Saved entries:

******

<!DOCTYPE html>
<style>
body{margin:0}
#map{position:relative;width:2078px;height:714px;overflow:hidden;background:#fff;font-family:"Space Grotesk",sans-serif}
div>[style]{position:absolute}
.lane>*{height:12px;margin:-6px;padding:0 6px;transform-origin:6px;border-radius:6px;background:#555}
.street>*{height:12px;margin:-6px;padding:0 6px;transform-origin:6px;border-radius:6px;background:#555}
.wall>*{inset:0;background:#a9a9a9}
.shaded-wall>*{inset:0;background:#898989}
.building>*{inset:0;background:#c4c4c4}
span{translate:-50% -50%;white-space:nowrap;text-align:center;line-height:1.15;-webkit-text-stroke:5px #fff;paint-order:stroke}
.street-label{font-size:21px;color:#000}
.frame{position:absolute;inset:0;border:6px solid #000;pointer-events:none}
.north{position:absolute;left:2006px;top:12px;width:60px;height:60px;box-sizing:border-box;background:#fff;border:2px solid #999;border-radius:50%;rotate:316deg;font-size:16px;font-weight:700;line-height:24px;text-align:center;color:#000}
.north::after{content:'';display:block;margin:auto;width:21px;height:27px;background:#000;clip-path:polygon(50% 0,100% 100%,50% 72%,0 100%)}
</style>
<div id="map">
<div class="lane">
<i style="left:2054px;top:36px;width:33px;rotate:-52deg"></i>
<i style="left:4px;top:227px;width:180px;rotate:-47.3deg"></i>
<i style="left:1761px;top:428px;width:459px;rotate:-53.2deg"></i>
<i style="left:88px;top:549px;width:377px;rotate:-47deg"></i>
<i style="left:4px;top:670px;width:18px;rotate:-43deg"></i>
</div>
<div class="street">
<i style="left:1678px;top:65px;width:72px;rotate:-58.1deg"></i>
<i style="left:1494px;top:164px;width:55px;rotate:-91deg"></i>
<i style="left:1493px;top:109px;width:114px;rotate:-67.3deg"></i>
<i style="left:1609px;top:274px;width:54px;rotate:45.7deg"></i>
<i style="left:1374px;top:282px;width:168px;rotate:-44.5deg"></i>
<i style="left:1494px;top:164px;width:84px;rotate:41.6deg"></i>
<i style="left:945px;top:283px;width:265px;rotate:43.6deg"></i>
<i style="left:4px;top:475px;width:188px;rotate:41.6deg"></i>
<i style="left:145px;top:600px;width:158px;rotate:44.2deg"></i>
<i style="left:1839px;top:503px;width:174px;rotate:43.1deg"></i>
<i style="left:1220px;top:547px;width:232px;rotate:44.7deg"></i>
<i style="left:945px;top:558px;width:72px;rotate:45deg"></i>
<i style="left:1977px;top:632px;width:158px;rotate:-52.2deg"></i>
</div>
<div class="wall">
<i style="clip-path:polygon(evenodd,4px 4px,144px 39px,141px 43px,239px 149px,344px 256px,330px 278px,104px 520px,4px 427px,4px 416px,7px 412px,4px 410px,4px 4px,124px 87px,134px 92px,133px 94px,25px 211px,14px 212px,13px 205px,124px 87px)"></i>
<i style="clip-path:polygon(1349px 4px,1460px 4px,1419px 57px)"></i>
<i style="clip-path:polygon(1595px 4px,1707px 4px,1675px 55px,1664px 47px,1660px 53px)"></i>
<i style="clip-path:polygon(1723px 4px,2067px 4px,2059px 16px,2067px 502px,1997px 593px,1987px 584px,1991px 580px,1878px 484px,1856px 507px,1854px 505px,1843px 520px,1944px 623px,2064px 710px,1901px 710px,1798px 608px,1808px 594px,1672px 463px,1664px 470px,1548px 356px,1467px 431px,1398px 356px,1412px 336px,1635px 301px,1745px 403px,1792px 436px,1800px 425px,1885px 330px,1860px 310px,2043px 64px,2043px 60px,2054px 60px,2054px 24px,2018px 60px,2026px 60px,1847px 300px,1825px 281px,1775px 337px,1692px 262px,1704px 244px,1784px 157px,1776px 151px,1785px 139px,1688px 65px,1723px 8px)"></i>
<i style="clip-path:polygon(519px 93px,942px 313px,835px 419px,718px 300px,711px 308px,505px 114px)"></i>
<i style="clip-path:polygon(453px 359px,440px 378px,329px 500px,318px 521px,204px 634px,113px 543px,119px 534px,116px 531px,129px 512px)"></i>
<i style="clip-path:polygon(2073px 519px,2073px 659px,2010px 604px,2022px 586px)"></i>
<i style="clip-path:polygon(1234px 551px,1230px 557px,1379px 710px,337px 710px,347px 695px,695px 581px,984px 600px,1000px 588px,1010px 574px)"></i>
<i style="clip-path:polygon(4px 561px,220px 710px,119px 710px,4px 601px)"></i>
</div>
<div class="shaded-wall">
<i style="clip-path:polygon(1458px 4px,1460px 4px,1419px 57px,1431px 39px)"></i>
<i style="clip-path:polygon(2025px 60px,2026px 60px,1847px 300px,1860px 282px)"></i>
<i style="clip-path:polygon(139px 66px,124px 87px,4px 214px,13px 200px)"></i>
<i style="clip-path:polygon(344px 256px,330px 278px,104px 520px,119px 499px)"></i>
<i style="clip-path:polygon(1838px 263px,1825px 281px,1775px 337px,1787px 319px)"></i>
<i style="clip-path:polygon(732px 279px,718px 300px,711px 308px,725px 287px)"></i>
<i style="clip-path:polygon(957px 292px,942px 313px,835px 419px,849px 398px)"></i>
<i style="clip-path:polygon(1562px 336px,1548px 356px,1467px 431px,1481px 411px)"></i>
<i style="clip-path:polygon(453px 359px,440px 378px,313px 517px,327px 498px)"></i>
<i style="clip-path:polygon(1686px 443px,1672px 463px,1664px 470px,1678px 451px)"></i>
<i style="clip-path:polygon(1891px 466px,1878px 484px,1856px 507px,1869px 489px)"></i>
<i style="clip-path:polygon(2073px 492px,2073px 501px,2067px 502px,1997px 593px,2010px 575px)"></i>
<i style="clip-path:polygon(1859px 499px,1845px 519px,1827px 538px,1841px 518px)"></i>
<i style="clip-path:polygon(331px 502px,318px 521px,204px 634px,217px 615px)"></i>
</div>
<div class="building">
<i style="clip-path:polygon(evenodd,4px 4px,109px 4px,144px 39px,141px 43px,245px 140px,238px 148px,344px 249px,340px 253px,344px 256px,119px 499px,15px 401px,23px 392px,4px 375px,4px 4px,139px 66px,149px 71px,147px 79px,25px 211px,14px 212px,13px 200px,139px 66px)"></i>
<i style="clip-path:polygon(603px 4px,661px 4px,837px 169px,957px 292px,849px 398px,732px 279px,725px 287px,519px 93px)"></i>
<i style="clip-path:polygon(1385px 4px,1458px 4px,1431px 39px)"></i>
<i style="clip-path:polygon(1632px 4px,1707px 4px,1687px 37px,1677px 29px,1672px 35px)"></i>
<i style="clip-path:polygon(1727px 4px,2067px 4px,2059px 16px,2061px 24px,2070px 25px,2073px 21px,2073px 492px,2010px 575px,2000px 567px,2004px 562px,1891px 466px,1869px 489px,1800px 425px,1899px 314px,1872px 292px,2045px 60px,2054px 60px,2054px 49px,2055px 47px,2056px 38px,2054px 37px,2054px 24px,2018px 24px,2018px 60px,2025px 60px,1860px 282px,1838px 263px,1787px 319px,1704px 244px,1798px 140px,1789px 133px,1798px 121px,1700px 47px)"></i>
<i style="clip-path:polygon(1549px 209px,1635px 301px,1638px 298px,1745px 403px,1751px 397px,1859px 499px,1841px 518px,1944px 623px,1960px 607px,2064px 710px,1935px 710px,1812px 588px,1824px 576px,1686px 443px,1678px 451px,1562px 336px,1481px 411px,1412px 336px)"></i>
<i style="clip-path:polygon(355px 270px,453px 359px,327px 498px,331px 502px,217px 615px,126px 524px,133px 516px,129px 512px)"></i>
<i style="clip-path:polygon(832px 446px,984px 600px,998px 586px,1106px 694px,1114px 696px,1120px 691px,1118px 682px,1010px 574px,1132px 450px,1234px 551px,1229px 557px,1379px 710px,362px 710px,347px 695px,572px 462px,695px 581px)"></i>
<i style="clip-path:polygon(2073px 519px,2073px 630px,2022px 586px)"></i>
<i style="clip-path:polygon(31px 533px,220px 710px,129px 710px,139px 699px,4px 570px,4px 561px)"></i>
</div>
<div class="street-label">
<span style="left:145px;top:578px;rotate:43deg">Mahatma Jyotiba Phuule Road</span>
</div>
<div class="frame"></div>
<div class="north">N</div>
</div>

******

◆ **What to work on**: In the data above, find the line that contains "292px,942px 313px,835px 419px,849px" and the line that contains "4px,2067px 4px,2059px 16px,2061px". Repeat exactly those lines and every line between them, and only those.

◆ **Written reply**:
<i style="clip-path:polygon(957px 292px,942px 313px,835px 419px,849px 398px)"></i>
<i style="clip-path:polygon(1562px 336px,1548px 356px,1467px 431px,1481px 411px)"></i>
<i style="clip-path:polygon(453px 359px,440px 378px,313px 517px,327px 498px)"></i>
<i style="clip-path:polygon(1686px 443px,1672px 463px,1664px 470px,1678px 451px)"></i>
<i style="clip-path:polygon(1891px 466px,1878px 484px,1856px 507px,1869px 489px)"></i>
<i style="clip-path:polygon(2073px 492px,2073px 501px,2067px 502px,1997px 593px,2010px 575px)"></i>
<i style="clip-path:polygon(1859px 499px,1845px 519px,1827px 538px,1841px 518px)"></i>
<i style="clip-path:polygon(331px 502px,318px 521px,204px 634px,217px 615px)"></i>
</div>
<div class="building">
<i style="clip-path:polygon(evenodd,4px 4px,109px 4px,144px 39px,141px 43px,245px 140px,238px 148px,344px 249px,340px 253px,344px 256px,119px 499px,15px 401px,23px 392px,4px 375px,4px 4px,139px 66px,149px 71px,147px 79px,25px 211px,14px 212px,13px 200px,139px 66px)"></i>
<i style="clip-path:polygon(603px 4px,661px 4px,837px 169px,957px 292px,849px 398px,732px 279px,725px 287px,519px 93px)"></i>
<i style="clip-path:polygon(1385px 4px,1458px 4px,1431px 39px)"></i>
<i style="clip-path:polygon(1632px 4px,1707px 4px,1687px 37px,1677px 29px,1672px 35px)"></i>
<i style="clip-path:polygon(1727px 4px,2067px 4px,2059px 16px,2061px 24px,2070px 25px,2073px 21px,2073px 492px,2010px 575px,2000px 567px,2004px 562px,1891px 466px,1869px 489px,1800px 425px,1899px 314px,1872px 292px,2045px 60px,2054px 60px,2054px 49px,2055px 47px,2056px 38px,2054px 37px,2054px 24px,2018px 24px,2018px 60px,2025px 60px,1860px 282px,1838px 263px,1787px 319px,1704px 244px,1798px 140px,1789px 133px,1798px 121px,1700px 47px)"></i>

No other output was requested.